Pokemon Yellow, like its Gen-1 siblings, is heavily counterfeited. The deal feed filters out listings whose own title says "repro", "reproduction", "aftermarket", "bootleg", or "fake" — but a dishonest seller listing a bootleg as "authentic" will slip past keyword excludes. The verification work is on the buyer.

The most reliable physical tells, in rough order of reliability:

  • Cartridge screw type. Authentic Nintendo Game Boy cartridges use a 3.8mm Gamebit security screw (six-pointed star pattern). A Phillips-head (cross-shaped) screw on the back of a Pokemon Yellow cart means the cart has been opened — either for a legitimate battery swap by a previous owner, or because it's a bootleg / aftermarket reshell. Phillips on the back is not by itself proof of fake, but it's a flag that the cart's interior is no longer factory-original.
  • Shell color and texture. Authentic Pokemon Yellow shells are a consistent translucent yellow — same color family across the entire production run, slightly tinted so the PCB shows through. Bootlegs are the easiest Gen-1 mistake to make on Yellow specifically because the unique shell color is the most visually identifying feature; off-shade yellows (more orange, more green, more opaque), milkier plastic with no see-through, or visible mold-line differences from authentic reference photos are bootleg signals. Compare against a high-resolution authentic photo before paying.
  • Label print quality. Compare against a known-good photo: authentic labels have crisp, evenly-saturated printing. Smudged ink, off-center placement, washed-out colors, or label paper that feels wrong (too glossy / too matte vs reference) all suggest aftermarket.
  • Cartridge weight and PCB. If you can request an interior photo (cart open), authentic Gen-1 Pokemon PCBs have specific component layouts and labeling that bootleg boards rarely match. Sellers willing to send an interior photo on request are usually the more trustworthy ones.

When in doubt, ask the seller for a high-resolution photo of the back of the cart showing the screw, the shell color from multiple angles in good lighting, the label up close, and (if comfortable) the interior PCB. Sellers who refuse all four are not sellers worth buying from.

Battery life: the universal Gen-1 caveat

Every original Pokemon Yellow cartridge has a small coin-cell battery soldered to the PCB that powers the game's save RAM. These batteries are now 25+ years past their original useful life. Plan for a battery swap regardless of what the seller claims about save function — even a cart that saves today will likely fail within months to a couple of years.

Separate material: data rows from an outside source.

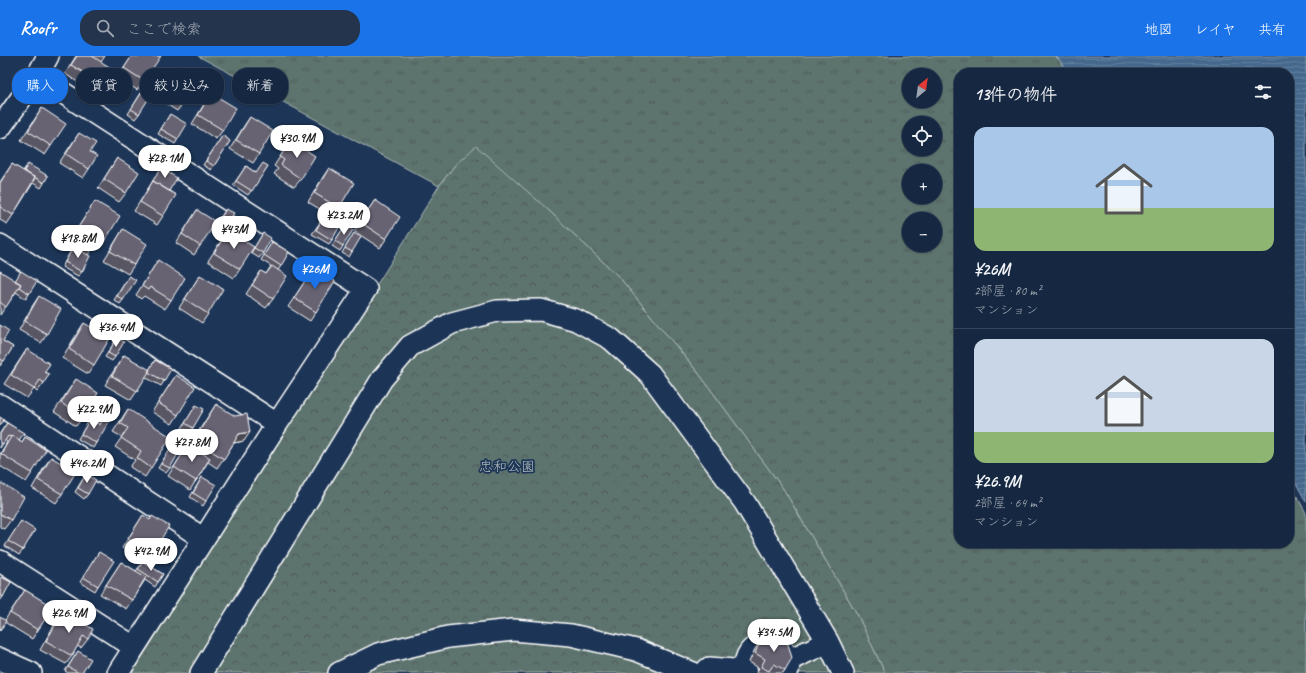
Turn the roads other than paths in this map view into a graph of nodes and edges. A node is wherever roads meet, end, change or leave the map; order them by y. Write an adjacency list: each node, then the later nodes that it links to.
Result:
1 (48, 56): 2 (street)
2 (41, 68)
3 (68, 96): 8 (street)
4 (17, 104): 5 (street)
5 (0, 128)
6 (0, 245): 8 (street)
7 (0, 405): 9 (street)
8 (277, 424): 9 (street)
9 (204, 539): 12 (street)
10 (0, 561): 12 (street)
11 (828, 642): 14 (street); 18 (street); 22 (street)
12 (134, 647): 17 (street)
13 (0, 660): 16 (street)
14 (788, 667): 15 (street)
15 (747, 672): 21 (street)
16 (30, 673)
17 (118, 673)
18 (201, 673)
19 (339, 673): 20 (street)
20 (693, 673)
21 (704, 673)
22 (843, 673)

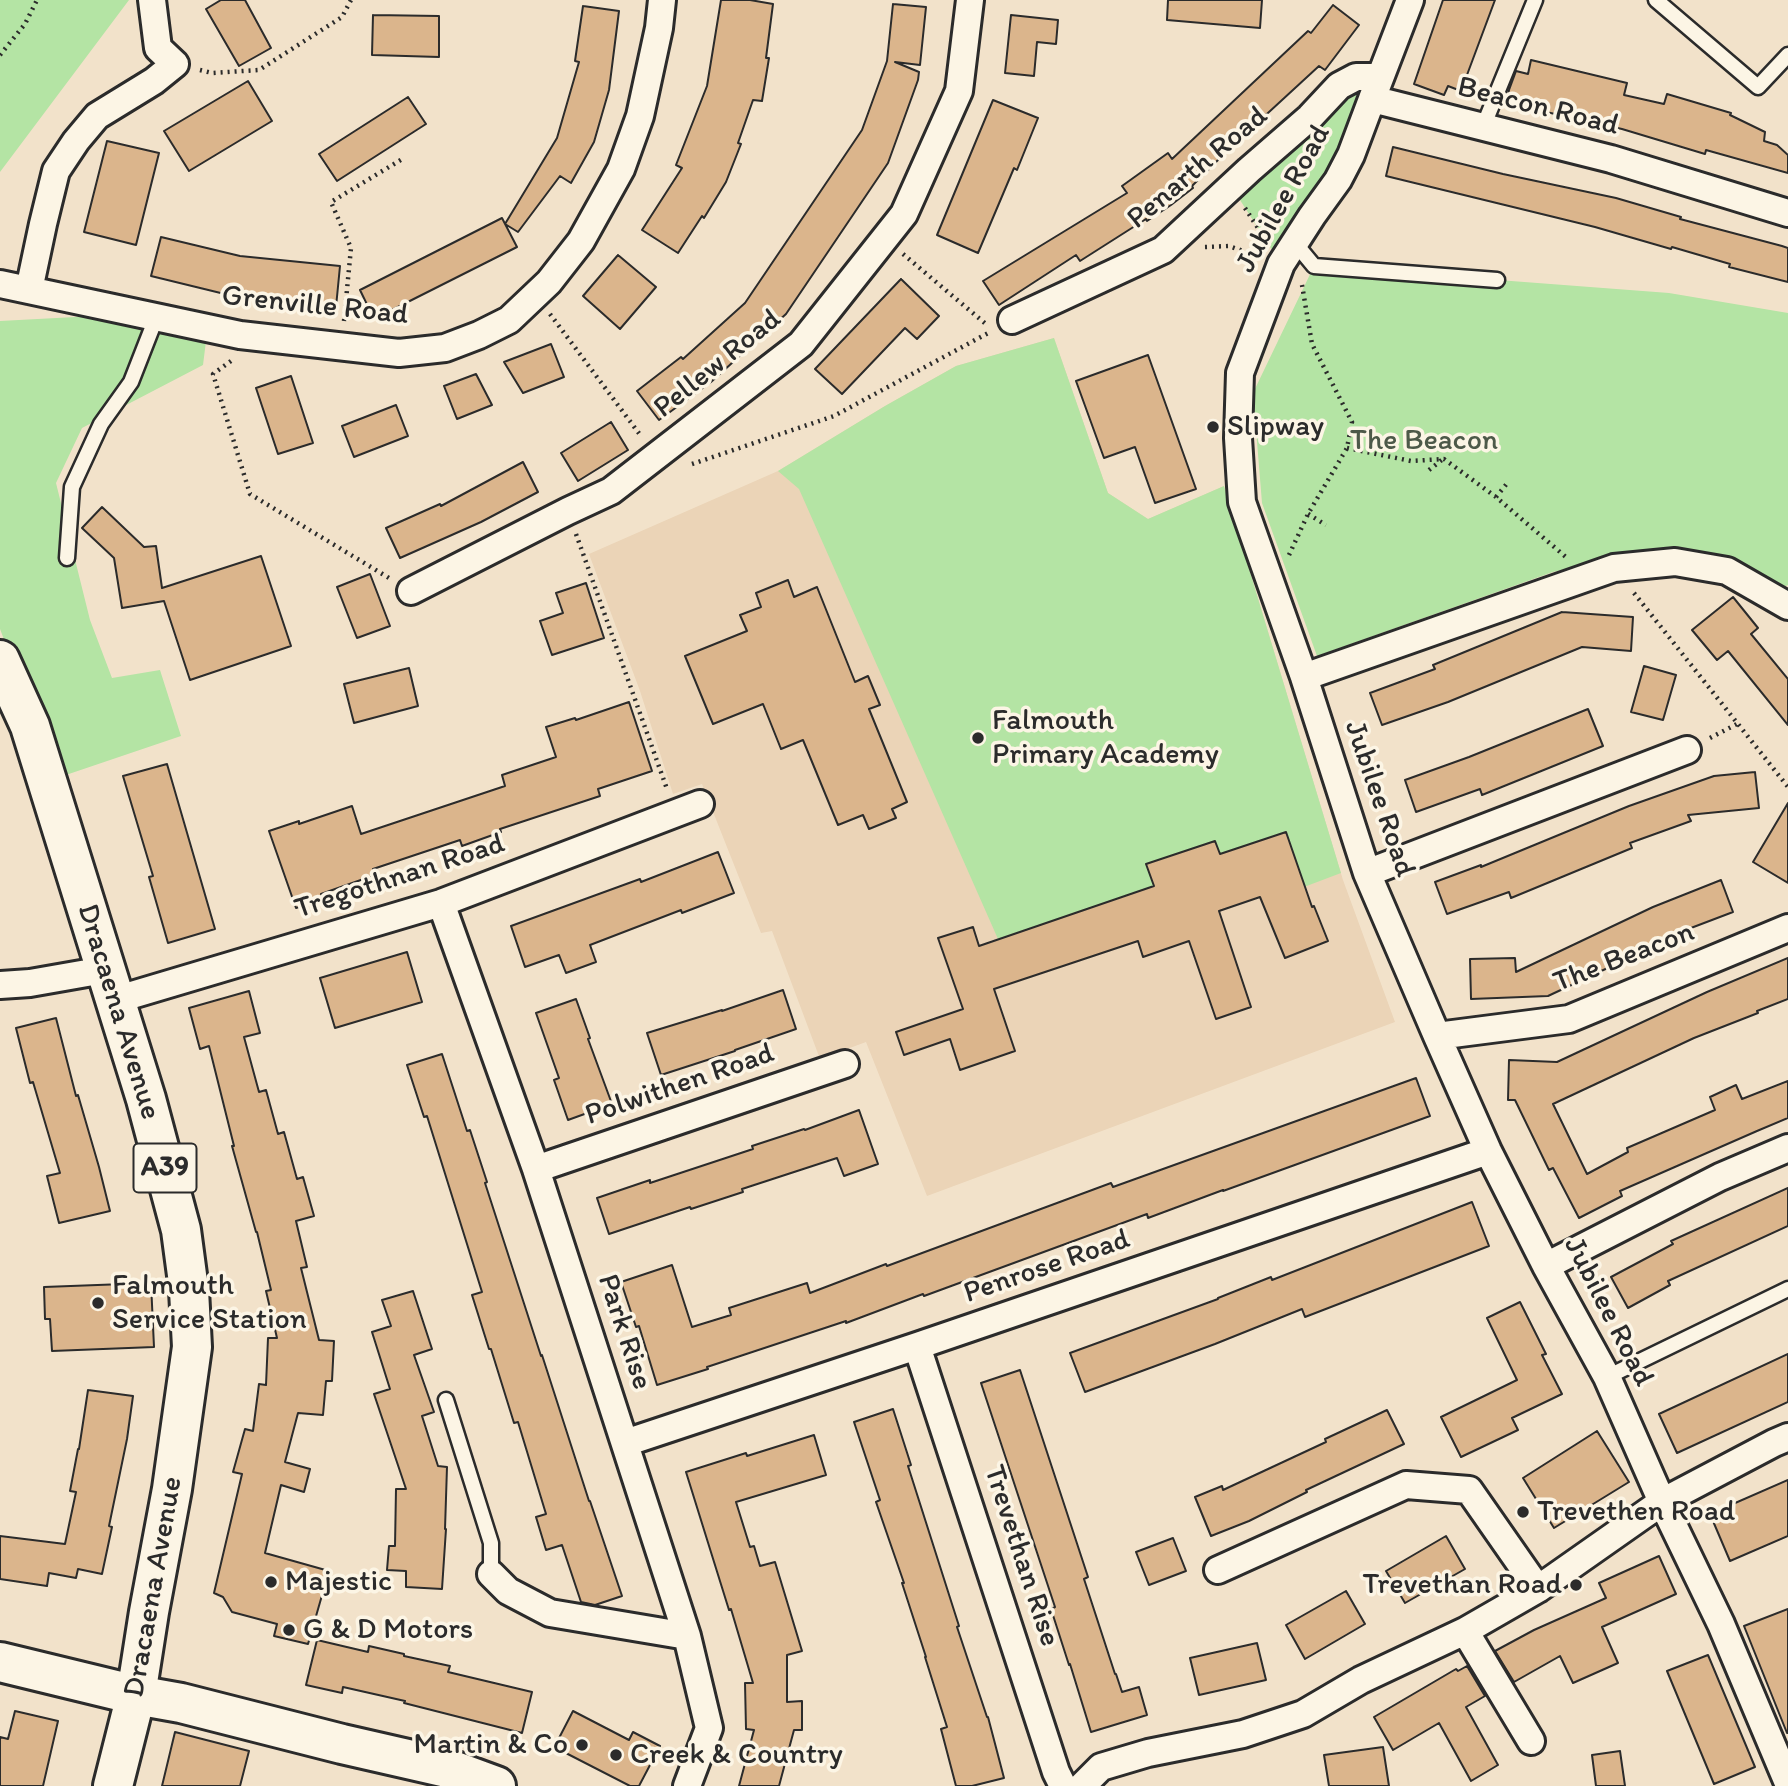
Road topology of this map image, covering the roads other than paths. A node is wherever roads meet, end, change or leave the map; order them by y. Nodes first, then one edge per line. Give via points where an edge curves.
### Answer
1 (152, 0) edge
2 (662, 0) edge
3 (970, 0) edge
4 (1409, 0) edge
5 (1535, 0) edge
6 (1656, 0) edge
7 (1788, 55) edge
8 (1376, 88) junction
9 (1483, 127) junction
10 (1788, 213) edge
11 (1288, 254) junction
12 (1497, 280) dead end
13 (0, 284) edge
14 (29, 290) junction
15 (156, 318) junction
16 (1012, 320) dead end
17 (67, 558) dead end
18 (411, 591) road end
19 (1788, 606) edge
20 (0, 660) edge
21 (1304, 677) junction
22 (1687, 750) dead end
23 (700, 804) dead end
24 (1367, 873) junction
25 (441, 903) junction
26 (1788, 928) edge
27 (110, 983) junction
28 (0, 985) edge
29 (1437, 1036) junction
30 (845, 1064) dead end
31 (1788, 1148) edge
32 (1489, 1151) junction
33 (536, 1169) junction
34 (1546, 1266) junction
35 (1788, 1289) edge
36 (917, 1346) junction
37 (1607, 1377) junction
38 (446, 1400) dead end
39 (1788, 1437) edge
40 (625, 1443) junction
41 (1662, 1502) junction
42 (1219, 1570) dead end
43 (491, 1574) joint
44 (1538, 1589) junction
45 (1465, 1631) junction
46 (687, 1636) junction
47 (0, 1662) edge
48 (136, 1695) junction
49 (1531, 1741) dead end
50 (1788, 1783) edge
51 (113, 1786) edge
52 (496, 1786) edge
53 (687, 1786) edge
54 (1063, 1786) edge
55 (1082, 1786) edge

1 - 14 street via 158,48 175,64 97,116 56,171
2 - 15 street, Grenville Road via 640,117 621,169 581,241 549,282 509,320 445,348 399,353 240,335
3 - 18 street, Pellew Road via 959,91 904,214 801,344 611,491
4 - 8 street
5 - 9 lane
6 - 7 lane via 1758,87
8 - 9 street, Beacon Road
8 - 11 street, Jubilee Road via 1338,180
8 - 16 street, Penarth Road via 1356,76 1339,86 1163,250
9 - 10 street, Beacon Road via 1611,159
11 - 12 lane via 1314,266
11 - 21 street, Jubilee Road via 1240,373 1238,438 1242,502
13 - 14 street, Grenville Road
14 - 15 street, Grenville Road
15 - 17 lane via 131,382 101,424 72,487
19 - 21 street via 1727,571 1675,562 1614,568
20 - 27 main road, Dracaena Avenue / A39 via 30,726
21 - 24 street, Jubilee Road
22 - 24 street
23 - 25 street, Tregothnan Road
24 - 29 street, Jubilee Road
25 - 27 street, Tregothnan Road
25 - 33 street, Park Rise
26 - 29 street, The Beacon via 1569,1018
27 - 28 street, Tregothnan Road via 87,973
27 - 48 main road, Dracaena Avenue / A39 via 181,1230 192,1347
29 - 32 street, Jubilee Road
30 - 33 street, Polwithen Road
31 - 34 street via 1720,1177
32 - 34 street, Jubilee Road
32 - 36 street, Penrose Road
33 - 40 street, Park Rise
34 - 37 street, Jubilee Road
35 - 37 lane
36 - 40 street, Penrose Road
36 - 54 street, Trevethan Rise
37 - 41 street, Jubilee Road
38 - 43 lane via 491,1543
39 - 41 street
40 - 46 street, Park Rise
41 - 44 street
41 - 50 street, Jubilee Road via 1721,1624
42 - 44 street via 1406,1485 1469,1490
43 - 46 street via 508,1591 550,1613
44 - 45 street
45 - 49 street
45 - 55 street via 1303,1714 1243,1734 1101,1767
46 - 53 street, Park Rise via 709,1728
47 - 48 main road
48 - 51 main road, Dracaena Avenue / A39
48 - 52 main road via 447,1768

  • "New battery installed" listings are worth the small premium if the swap was done properly (soldered, not taped).
  • "Tested, saves" without a battery-replacement note means the original battery is still hanging on; expect to swap it.
  • "Doesn't save" / "battery dead" listings are still useful for collectors — a replacement is a low-cost shop job or a small DIY part if you have the tools.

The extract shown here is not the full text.